The Tribune is "America's largest employee-owned media company," according to the Tribune's website. It owns the Chicago Tribune, Los Angeles Times, Baltimore Sun and Orlando Sentinel newspapers, to name but a few, as well as television stations across the country. The Tribune is also the owner of the Chicago Cubs baseball team, which is reportedly not being included in the Chapter 11 filing.

This news comes on a day when many of the financial institutions involved with the Tribune deal — such as JP Morgan Chase & Co. (JPM) and Goldman Sachs Group, Inc. (GS) — are up 10% or more on the day. However, all of the publicly traded companies with a hand in the Tribune buyout — which was itself cited as costly and time-consuming; understandable in retrospect: a $13 billion company taken private just as the recession in the U.S. began — are facing severe downward earnings pressure and continually lowered estimate revisions.
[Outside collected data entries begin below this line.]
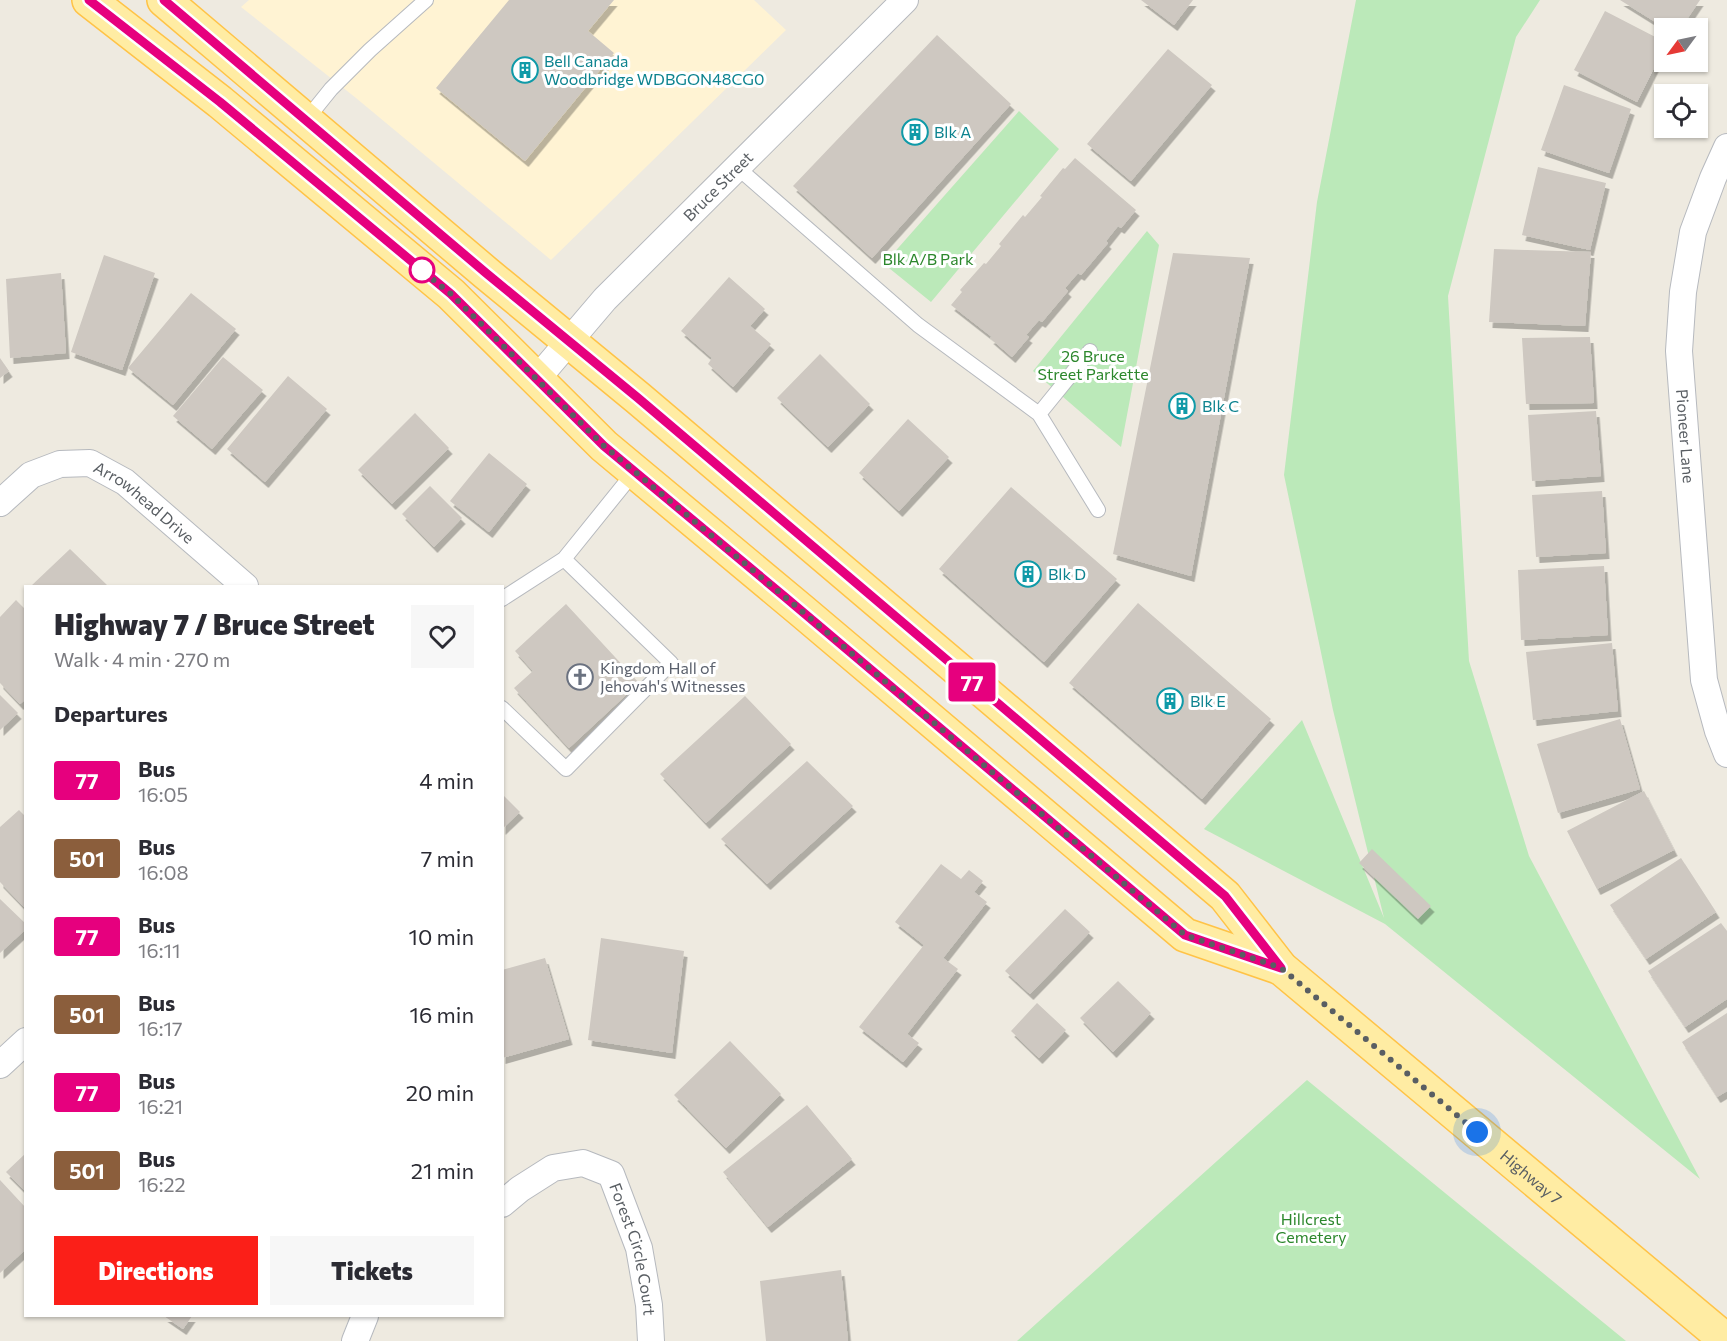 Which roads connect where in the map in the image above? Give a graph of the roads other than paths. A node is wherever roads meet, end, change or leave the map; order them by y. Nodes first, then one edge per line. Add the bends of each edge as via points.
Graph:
1 (89, 0) edge
2 (164, 0) edge
3 (426, 0) edge
4 (905, 0) edge
5 (306, 120) junction
6 (1727, 147) edge
7 (738, 168) junction
8 (569, 341) junction
9 (1090, 351) dead end
10 (536, 380) junction
11 (1039, 414) junction
12 (634, 471) junction
13 (0, 504) edge
14 (1098, 510) dead end
15 (564, 560) junction
16 (244, 585) edge
17 (504, 598) edge
18 (504, 710) edge
19 (1724, 738) edge
20 (1281, 968) junction
21 (24, 1043) edge
22 (0, 1065) edge
23 (504, 1202) edge
24 (365, 1317) edge
25 (356, 1341) edge
26 (651, 1341) edge
27 (1727, 1341) edge

1 - 10 main road, Highway 7 via 220,102 451,294
2 - 5 main road, Highway 7
3 - 5 lane via 331,89
4 - 7 street, Bruce Street
5 - 8 main road, Highway 7
6 - 19 street, Pioneer Lane via 1693,232 1679,351 1704,680
7 - 8 street, Bruce Street via 605,299
7 - 11 lane via 918,325
8 - 10 street, Bruce Street
8 - 20 main road, Highway 7 via 1225,896
9 - 11 lane
10 - 12 main road, Highway 7
11 - 14 lane
12 - 15 lane
12 - 20 main road, Highway 7 via 1185,935
13 - 16 street, Arrowhead Drive via 31,475 60,464 90,463 125,482
15 - 17 lane
15 - 18 lane via 671,663 566,769
20 - 27 main road, Highway 7
21 - 22 street
23 - 26 street, Forest Circle Court via 553,1168 583,1162 611,1174 639,1248
24 - 25 street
Media conglomerates have shown signs of struggle recently, as well, with massive layoffs at Viacom, Inc. (VIA) and General Electric's (GE) NBC Universal announced only days ago. To what extent will Tribune's bankruptcy status add to the growing totals of America's unemployed?

In the meantime, - New York Times Co., facing a $400 million debt repayment in May, may borrow as much as $225 million against its Manhattan headquarters.
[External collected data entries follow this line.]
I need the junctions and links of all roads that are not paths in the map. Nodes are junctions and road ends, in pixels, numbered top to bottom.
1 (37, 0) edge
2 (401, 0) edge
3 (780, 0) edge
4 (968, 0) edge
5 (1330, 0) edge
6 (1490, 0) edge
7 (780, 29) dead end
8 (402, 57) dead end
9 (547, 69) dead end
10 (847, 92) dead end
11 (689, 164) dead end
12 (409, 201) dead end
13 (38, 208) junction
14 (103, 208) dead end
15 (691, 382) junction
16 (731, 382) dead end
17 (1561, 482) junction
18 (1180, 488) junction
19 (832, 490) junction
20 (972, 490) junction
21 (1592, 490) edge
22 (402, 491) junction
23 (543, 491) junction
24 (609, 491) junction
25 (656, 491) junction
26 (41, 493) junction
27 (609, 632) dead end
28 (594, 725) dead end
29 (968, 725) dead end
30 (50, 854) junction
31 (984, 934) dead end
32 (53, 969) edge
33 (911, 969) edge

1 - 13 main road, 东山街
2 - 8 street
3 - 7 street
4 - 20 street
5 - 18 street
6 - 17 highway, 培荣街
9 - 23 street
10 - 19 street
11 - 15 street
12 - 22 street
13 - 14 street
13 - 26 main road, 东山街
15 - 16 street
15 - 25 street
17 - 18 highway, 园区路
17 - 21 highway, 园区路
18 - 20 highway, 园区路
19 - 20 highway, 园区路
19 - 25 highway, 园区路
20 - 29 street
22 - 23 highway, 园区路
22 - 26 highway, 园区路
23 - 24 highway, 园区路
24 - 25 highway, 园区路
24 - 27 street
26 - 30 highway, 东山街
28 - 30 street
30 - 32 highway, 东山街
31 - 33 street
The third-largest U.S. newspaper publisher hired commercial real-estate firm Cushman & Wakefield Inc. to help obtain financing through a mortgage or a sale-leaseback agreement, spokeswoman Catherine Mathis confirmed today in an e-mail.

New York Times, which finished the third quarter with $46 million in cash and equivalents, must refinance or repay a $400 million credit line that expires in May. The company has about $366.3 million remaining under a second credit agreement that becomes payable in June 2011.

To make up for declining advertising sales, the publisher of the namesake newspaper and Boston Globe, slashed its dividend by almost three-fourths last month and has also eliminated jobs. The company has $672.5 million in long-term debt.

The New York Times reported the plans for its building yesterday, citing Chief Financial Officer James Follo.

The company moved its corporate offices and flagship newspaper into the 52-story tower, designed by Renzo Piano, in June 2007. The Eighth Avenue building, west of Times Square, is jointly owned with Forest City Ratner Cos.

Shareholders Firebrand Partners and Harbinger Capital Partners have pressured the company this year to invest more in Internet properties, sell or mortgage the skyscraper and sell stakes in professional sports teams and regional newspapers. The hedge funds dropped their proxy challenge fight after the company offered them two board seats.